[Problem requirements] The copy should begin at the line containing "Which roads connect" and end with the last line below, every line exact and no picture included.

[Start of section]

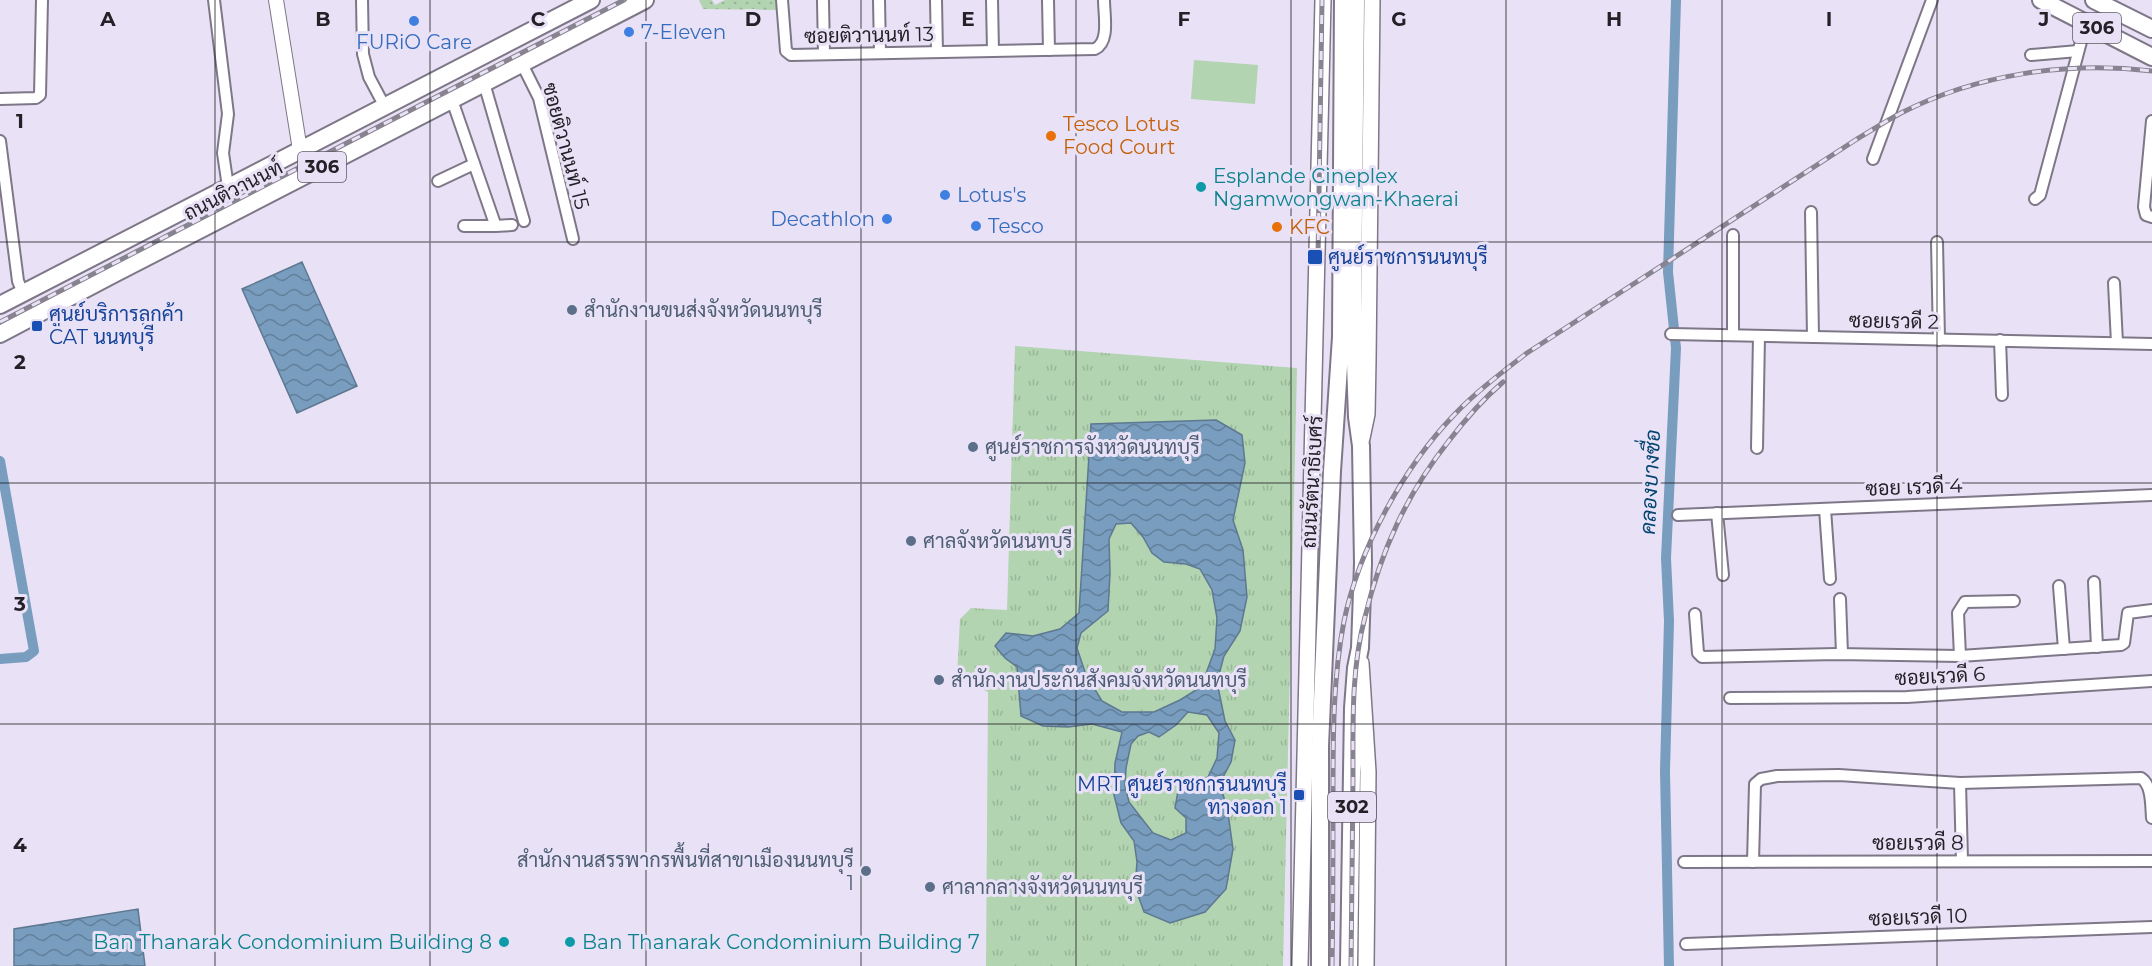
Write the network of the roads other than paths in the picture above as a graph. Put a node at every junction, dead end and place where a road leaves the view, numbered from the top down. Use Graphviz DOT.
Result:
graph roads {
  1 [pos="42,0"];
  2 [pos="214,0"];
  3 [pos="276,0"];
  4 [pos="362,0"];
  5 [pos="591,0"];
  6 [pos="645,0"];
  7 [pos="782,0"];
  8 [pos="879,0"];
  9 [pos="936,0"];
  10 [pos="992,0"];
  11 [pos="1048,0"];
  12 [pos="1104,0"];
  13 [pos="1323,0"];
  14 [pos="1343,0"];
  15 [pos="1356,0"];
  16 [pos="1371,0"];
  17 [pos="1932,0"];
  18 [pos="2041,0"];
  19 [pos="2094,0"];
  20 [pos="823,1"];
  21 [pos="2086,23"];
  22 [pos="2152,29"];
  23 [pos="1048,50"];
  24 [pos="993,51"];
  25 [pos="2078,51"];
  26 [pos="880,52"];
  27 [pos="938,52"];
  28 [pos="824,54"];
  29 [pos="2031,55"];
  30 [pos="2152,57"];
  31 [pos="522,64"];
  32 [pos="484,83"];
  33 [pos="0,99"];
  34 [pos="452,100"];
  35 [pos="385,107"];
  36 [pos="2152,121"];
  37 [pos="0,141"];
  38 [pos="300,150"];
  39 [pos="1872,159"];
  40 [pos="474,164"];
  41 [pos="438,182"];
  42 [pos="228,187"];
  43 [pos="2035,199"];
  44 [pos="1811,212"];
  45 [pos="2152,217"];
  46 [pos="524,221"];
  47 [pos="512,225"];
  48 [pos="464,226"];
  49 [pos="495,226"];
  50 [pos="136,235"];
  51 [pos="1348,235"];
  52 [pos="1732,235"];
  53 [pos="573,239"];
  54 [pos="1937,242"];
  55 [pos="148,256"];
  56 [pos="2114,283"];
  57 [pos="23,293"];
  58 [pos="0,305"];
  59 [pos="0,334"];
  60 [pos="1671,334"];
  61 [pos="1733,335"];
  62 [pos="1759,336"];
  63 [pos="1813,337"];
  64 [pos="1939,340"];
  65 [pos="2000,340"];
  66 [pos="2117,343"];
  67 [pos="2152,344"];
  68 [pos="2002,395"];
  69 [pos="1361,446"];
  70 [pos="1757,448"];
  71 [pos="2152,495"];
  72 [pos="1825,509"];
  73 [pos="1717,513"];
  74 [pos="1678,515"];
  75 [pos="1723,575"];
  76 [pos="1830,579"];
  77 [pos="2094,582"];
  78 [pos="2059,586"];
  79 [pos="1840,599"];
  80 [pos="2014,601"];
  81 [pos="2152,610"];
  82 [pos="1695,614"];
  83 [pos="2097,647"];
  84 [pos="1360,648"];
  85 [pos="2064,649"];
  86 [pos="1842,654"];
  87 [pos="1960,656"];
  88 [pos="2152,681"];
  89 [pos="1730,698"];
  90 [pos="1960,783"];
  91 [pos="2152,818"];
  92 [pos="1962,861"];
  93 [pos="2152,861"];
  94 [pos="1684,862"];
  95 [pos="1753,862"];
  96 [pos="2152,927"];
  97 [pos="1686,944"];
  98 [pos="1300,966"];
  99 [pos="1320,966"];
  100 [pos="1349,966"];
  101 [pos="1366,966"];
  1 -- 33 [label="street"];
  2 -- 42 [label="street"];
  3 -- 38 [label="street"];
  4 -- 35 [label="street"];
  5 -- 35 [label="main road, ถนนติวานนท์ / 306"];
  6 -- 31 [label="main road, ถนนติวานนท์ / 306"];
  7 -- 28 [label="street, ซอยติวานนท์ 13"];
  8 -- 26 [label="street"];
  9 -- 27 [label="street"];
  10 -- 24 [label="street"];
  11 -- 23 [label="street"];
  12 -- 23 [label="street, ซอยติวานนท์ 13"];
  13 -- 98 [label="main road, ถนนรัตนาธิเบศร์"];
  14 -- 51 [label="main road, ถนนรัตนาธิเบศร์"];
  15 -- 51 [label="main road, ถนนรัตนาธิเบศร์"];
  16 -- 69 [label="main road, ถนนรัตนาธิเบศร์ / 302"];
  17 -- 39 [label="street"];
  18 -- 21 [label="main road, 306"];
  19 -- 22 [label="main road, 306"];
  20 -- 28 [label="street"];
  21 -- 25 [label="street"];
  21 -- 30 [label="main road, 306"];
  23 -- 24 [label="street, ซอยติวานนท์ 13"];
  24 -- 27 [label="street, ซอยติวานนท์ 13"];
  25 -- 29 [label="street"];
  25 -- 43 [label="street"];
  26 -- 27 [label="street, ซอยติวานนท์ 13"];
  26 -- 28 [label="street, ซอยติวานนท์ 13"];
  31 -- 32 [label="main road, ถนนติวานนท์ / 306"];
  31 -- 53 [label="street, ซอยติวานนท์ 15"];
  32 -- 34 [label="main road, ถนนติวานนท์ / 306"];
  32 -- 46 [label="street"];
  34 -- 40 [label="street"];
  34 -- 55 [label="main road, ถนนติวานนท์ / 306"];
  35 -- 38 [label="main road, ถนนติวานนท์ / 306"];
  36 -- 45 [label="street"];
  37 -- 57 [label="street"];
  38 -- 42 [label="main road, ถนนติวานนท์ / 306"];
  40 -- 41 [label="street"];
  40 -- 49 [label="street"];
  42 -- 50 [label="main road, ถนนติวานนท์ / 306"];
  44 -- 63 [label="street"];
  47 -- 49 [label="street"];
  48 -- 49 [label="street"];
  50 -- 55 [label="main road"];
  50 -- 57 [label="main road, ถนนติวานนท์ / 306"];
  51 -- 69 [label="main road, ถนนรัตนาธิเบศร์"];
  51 -- 99 [label="main road, ถนนรัตนาธิเบศร์ / 302"];
  52 -- 61 [label="street"];
  54 -- 64 [label="street"];
  55 -- 59 [label="main road, ถนนติวานนท์ / 306"];
  56 -- 66 [label="street"];
  57 -- 58 [label="main road, ถนนติวานนท์ / 306"];
  60 -- 61 [label="street, ซอยเรวดี 2"];
  61 -- 62 [label="street, ซอยเรวดี 2"];
  62 -- 63 [label="street, ซอยเรวดี 2"];
  62 -- 70 [label="street"];
  63 -- 64 [label="street, ซอยเรวดี 2"];
  64 -- 65 [label="street, ซอยเรวดี 2"];
  65 -- 66 [label="street, ซอยเรวดี 2"];
  65 -- 68 [label="street"];
  66 -- 67 [label="street, ซอยเรวดี 2"];
  69 -- 84 [label="main road, ถนนรัตนาธิเบศร์ / 302"];
  71 -- 72 [label="street, ซอย เรวดี 4"];
  72 -- 73 [label="street, ซอย เรวดี 4"];
  72 -- 76 [label="street"];
  73 -- 74 [label="street, ซอย เรวดี 4"];
  73 -- 75 [label="street"];
  77 -- 83 [label="street"];
  78 -- 85 [label="street"];
  79 -- 86 [label="street"];
  80 -- 87 [label="street"];
  81 -- 83 [label="street"];
  82 -- 86 [label="street"];
  83 -- 85 [label="street"];
  84 -- 100 [label="main road, ถนนรัตนาธิเบศร์ / 302"];
  84 -- 101 [label="main road, ถนนรัตนาธิเบศร์ / 302"];
  85 -- 87 [label="street"];
  86 -- 87 [label="street"];
  88 -- 89 [label="street, ซอยเรวดี 6"];
  90 -- 91 [label="street"];
  90 -- 92 [label="street"];
  90 -- 95 [label="street"];
  92 -- 93 [label="street, ซอยเรวดี 8"];
  92 -- 95 [label="street, ซอยเรวดี 8"];
  94 -- 95 [label="street, ซอยเรวดี 8"];
  96 -- 97 [label="street, ซอยเรวดี 10"];
}
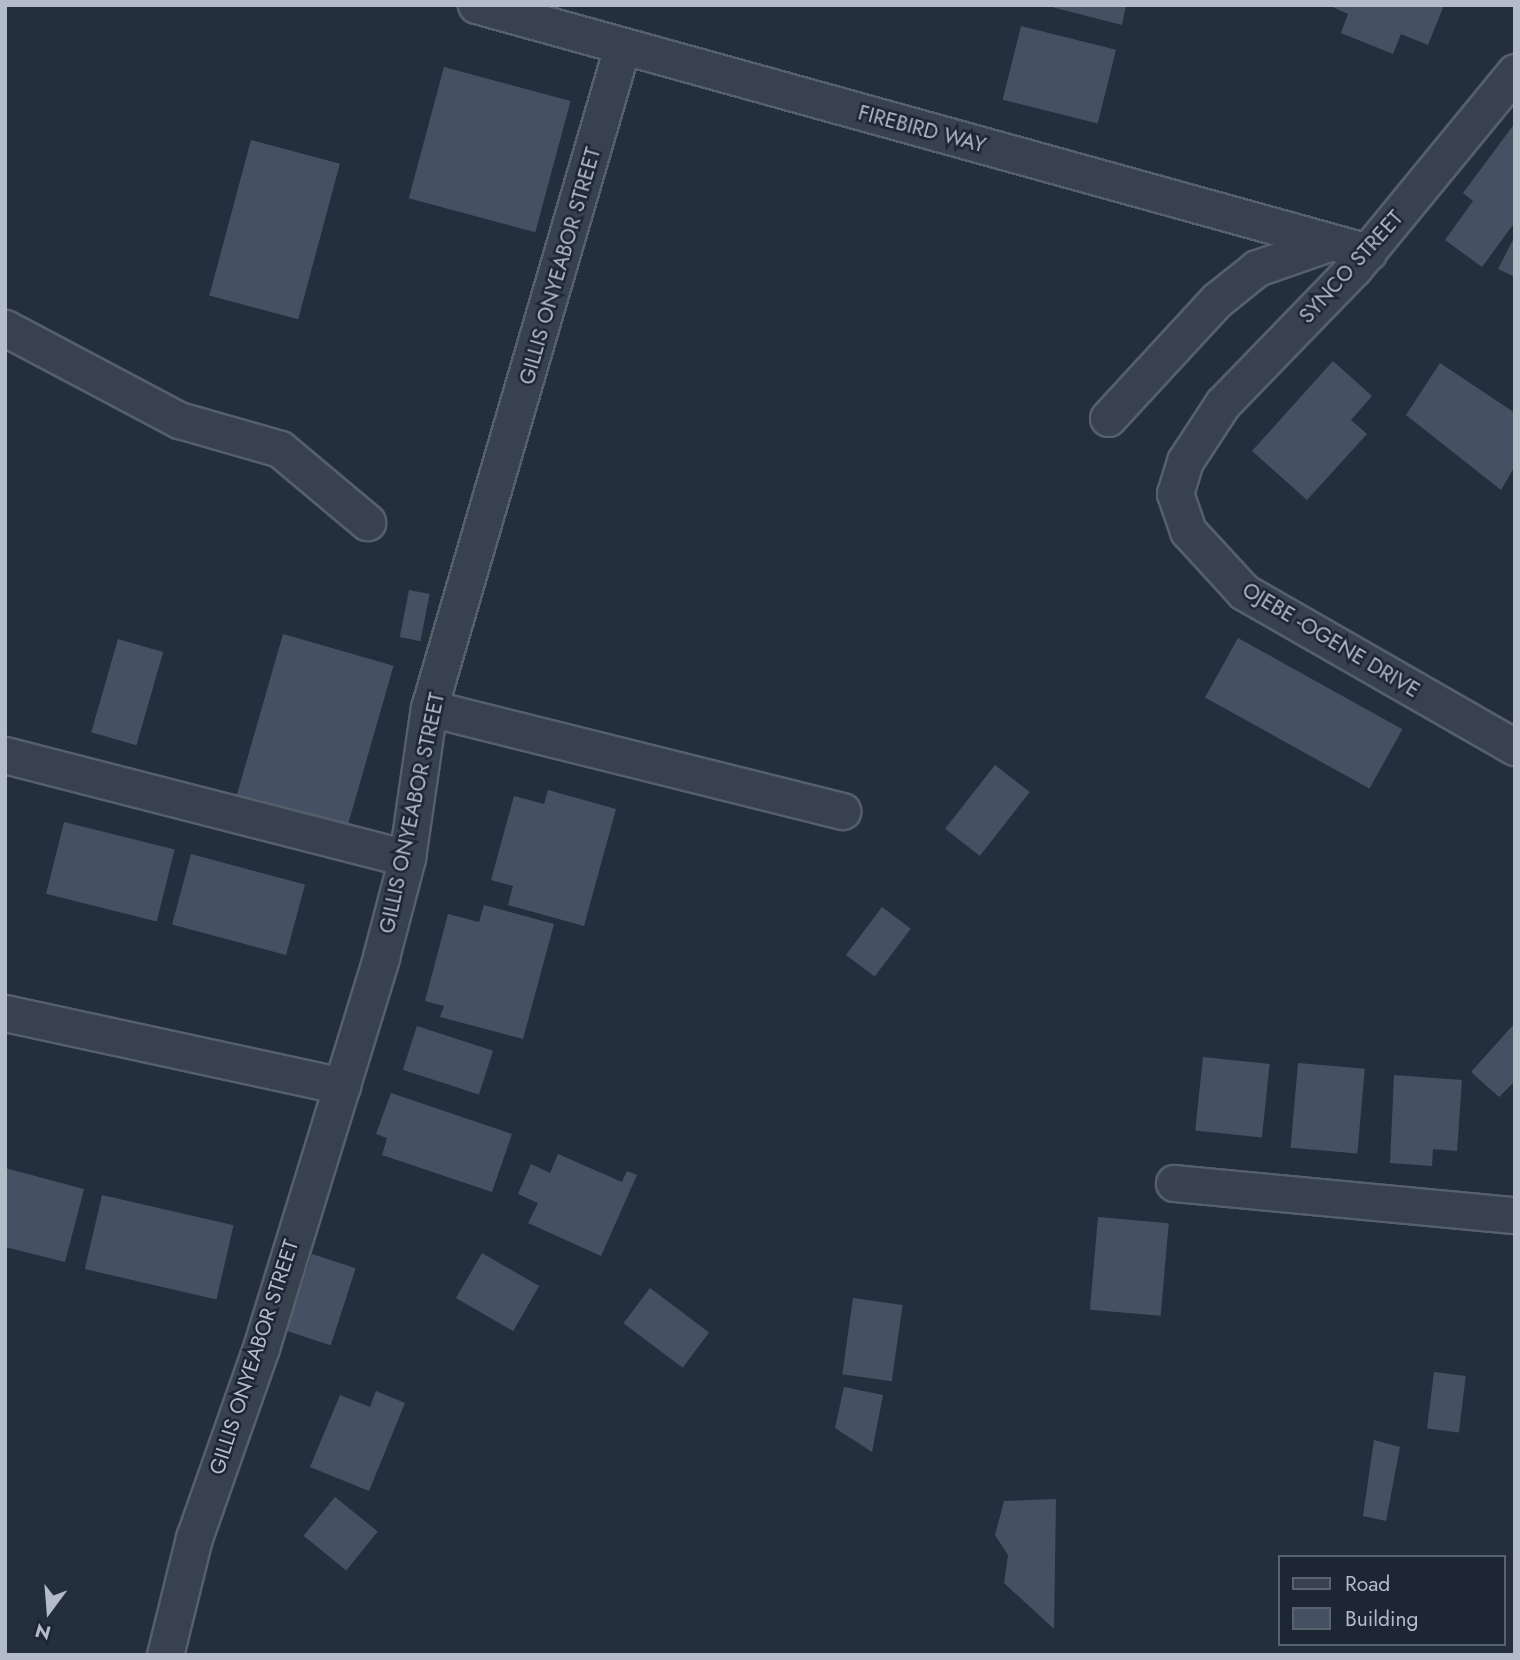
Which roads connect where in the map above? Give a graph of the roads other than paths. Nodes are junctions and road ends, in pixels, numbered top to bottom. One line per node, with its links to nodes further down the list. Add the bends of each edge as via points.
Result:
1 (476, 5): 2 (street, FIREBIRD WAY)
2 (622, 47): 4 (street, FIREBIRD WAY); 10 (street, GILLIS ONYEABOR STREET)
3 (1515, 72): 5 (street, SYNCO STREET)
4 (1326, 244): 5 (street, FIREBIRD WAY); 7 (street, via 1257,268 1217,300)
5 (1368, 252): 8 (street, SYNCO STREET, via 1223,403)
6 (5, 328): 9 (street, via 179,420 280,449)
7 (1108, 418)
8 (1185, 461): 11 (street, OJEBE -OGENE DRIVE, via 1175,494 1188,531 1244,592)
9 (367, 522)
10 (429, 708): 13 (street); 14 (street, GILLIS ONYEABOR STREET)
11 (1515, 747)
12 (5, 755): 14 (street)
13 (842, 811)
14 (407, 858): 16 (street, GILLIS ONYEABOR STREET)
15 (5, 1013): 16 (street)
16 (342, 1086): 19 (street, GILLIS ONYEABOR STREET, via 194,1538)
17 (1174, 1183): 18 (street)
18 (1515, 1215)
19 (164, 1655)

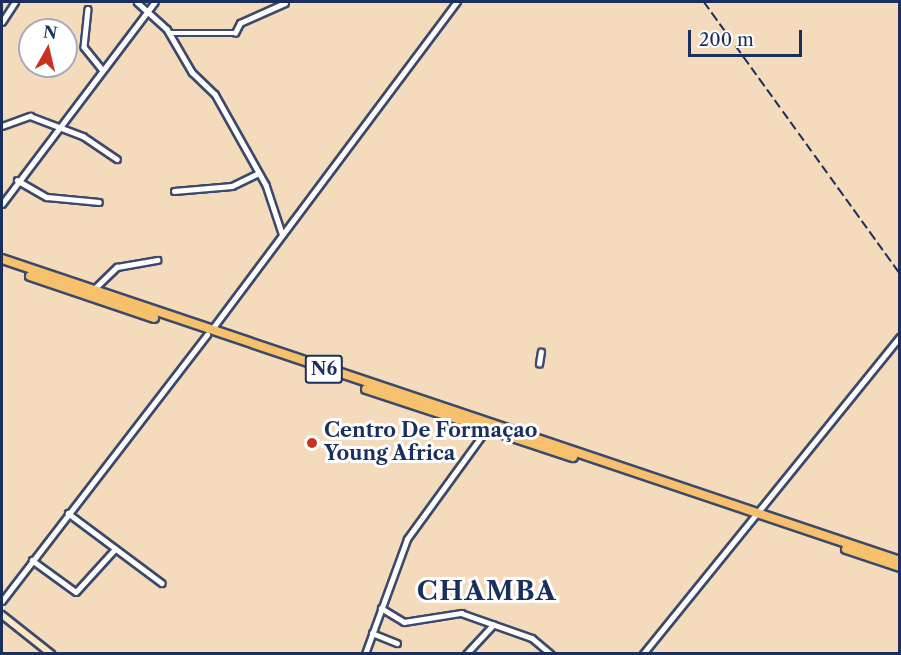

[End of section]

[Answer space]
Which roads connect where in the map above? Give a graph of the roads other than paths. Nodes are junctions and road ends, in pixels, numbered top to bottom. One line per node, with its links to nodes further down the list. Add the bends of each edge as via points.
Result:
1 (476, 5): 2 (street, FIREBIRD WAY)
2 (622, 47): 4 (street, FIREBIRD WAY); 10 (street, GILLIS ONYEABOR STREET)
3 (1515, 72): 5 (street, SYNCO STREET)
4 (1326, 244): 5 (street, FIREBIRD WAY); 7 (street, via 1257,268 1217,300)
5 (1368, 252): 8 (street, SYNCO STREET, via 1223,403)
6 (5, 328): 9 (street, via 179,420 280,449)
7 (1108, 418)
8 (1185, 461): 11 (street, OJEBE -OGENE DRIVE, via 1175,494 1188,531 1244,592)
9 (367, 522)
10 (429, 708): 13 (street); 14 (street, GILLIS ONYEABOR STREET)
11 (1515, 747)
12 (5, 755): 14 (street)
13 (842, 811)
14 (407, 858): 16 (street, GILLIS ONYEABOR STREET)
15 (5, 1013): 16 (street)
16 (342, 1086): 19 (street, GILLIS ONYEABOR STREET, via 194,1538)
17 (1174, 1183): 18 (street)
18 (1515, 1215)
19 (164, 1655)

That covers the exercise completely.